» DATA RECORDS

┏━━

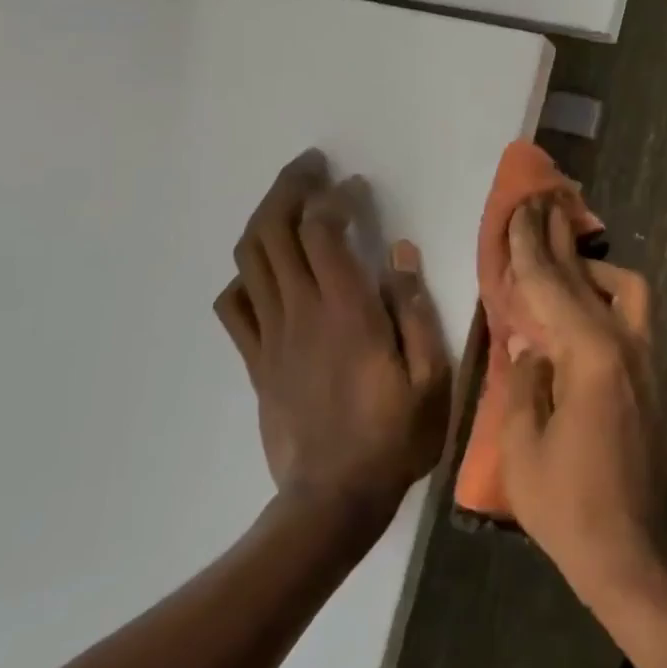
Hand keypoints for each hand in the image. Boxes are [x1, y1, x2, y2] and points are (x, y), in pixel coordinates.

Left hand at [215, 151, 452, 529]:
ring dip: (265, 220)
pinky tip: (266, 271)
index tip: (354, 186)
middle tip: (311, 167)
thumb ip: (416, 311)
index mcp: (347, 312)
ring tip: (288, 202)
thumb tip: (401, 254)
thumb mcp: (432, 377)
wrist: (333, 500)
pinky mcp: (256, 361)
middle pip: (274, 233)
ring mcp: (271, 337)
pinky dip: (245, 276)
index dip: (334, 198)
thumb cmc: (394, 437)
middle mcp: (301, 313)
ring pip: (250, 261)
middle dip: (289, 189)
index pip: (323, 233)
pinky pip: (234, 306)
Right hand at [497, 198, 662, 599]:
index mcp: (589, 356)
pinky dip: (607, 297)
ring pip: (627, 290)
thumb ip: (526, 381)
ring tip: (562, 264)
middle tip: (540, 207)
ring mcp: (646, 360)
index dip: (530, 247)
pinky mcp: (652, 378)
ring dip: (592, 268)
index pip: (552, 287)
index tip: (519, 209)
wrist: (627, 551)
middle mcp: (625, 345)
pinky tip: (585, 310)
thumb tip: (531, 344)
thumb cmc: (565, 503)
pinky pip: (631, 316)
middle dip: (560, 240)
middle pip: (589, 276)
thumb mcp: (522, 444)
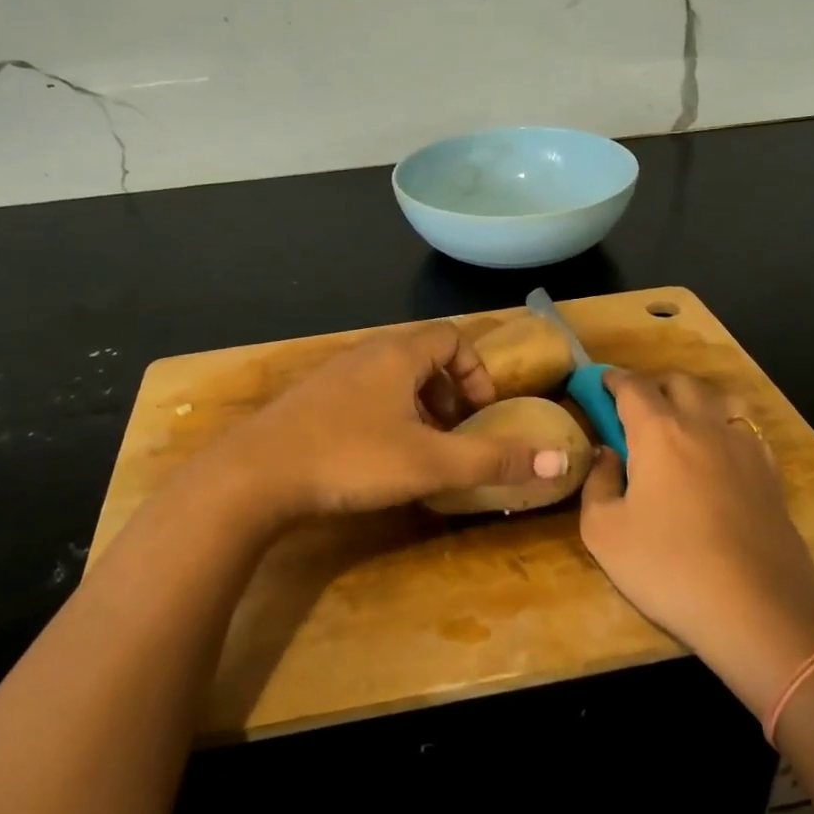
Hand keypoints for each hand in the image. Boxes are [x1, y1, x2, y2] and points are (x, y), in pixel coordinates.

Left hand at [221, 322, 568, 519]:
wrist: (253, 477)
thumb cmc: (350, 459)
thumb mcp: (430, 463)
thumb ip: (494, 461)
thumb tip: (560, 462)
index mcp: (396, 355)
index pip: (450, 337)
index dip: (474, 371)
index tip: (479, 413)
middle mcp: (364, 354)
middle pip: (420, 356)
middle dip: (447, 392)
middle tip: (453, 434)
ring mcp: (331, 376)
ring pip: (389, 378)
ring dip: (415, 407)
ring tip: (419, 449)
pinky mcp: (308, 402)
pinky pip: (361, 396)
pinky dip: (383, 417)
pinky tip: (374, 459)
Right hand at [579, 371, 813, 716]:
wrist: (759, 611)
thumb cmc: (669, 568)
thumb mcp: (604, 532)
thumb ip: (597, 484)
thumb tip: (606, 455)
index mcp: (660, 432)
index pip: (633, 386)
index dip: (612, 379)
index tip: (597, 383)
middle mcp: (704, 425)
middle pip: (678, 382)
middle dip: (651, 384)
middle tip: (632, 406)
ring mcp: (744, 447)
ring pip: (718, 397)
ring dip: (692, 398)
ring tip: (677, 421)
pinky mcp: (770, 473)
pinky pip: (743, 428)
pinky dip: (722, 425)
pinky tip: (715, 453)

┗━━

» TASK PROMPT
The lines to write out are those from the first line of the listing above through the line bearing "index mcp: (589, 356)", both included, copied exactly with pictures dropped.

» RESPONSE TO THIS TASK
Hand keypoints for each hand in the image. Boxes are [x1, y1, x2, y2] and points are (x, y), in pixel coordinates.

Left hand at [215, 151, 452, 529]:
ring dip: (265, 220)
pinky tip: (266, 271)
index tip: (354, 186)
middle tip: (311, 167)
thumb ip: (416, 311)
index mcp: (347, 312)
ring tip: (288, 202)
thumb tip: (401, 254)
thumb mcp: (432, 377)
wrist: (333, 500)
pinky mcp: (256, 361)
middle pip: (274, 233)
ring mcp: (271, 337)
pinky dip: (245, 276)
index dip: (334, 198)
thumb cmc: (394, 437)
middle mcp: (301, 313)
ring pip: (250, 261)
middle dip: (289, 189)
index pip: (323, 233)
pinky pip: (234, 306)
Right hand at [497, 198, 662, 599]:
index mcp: (589, 356)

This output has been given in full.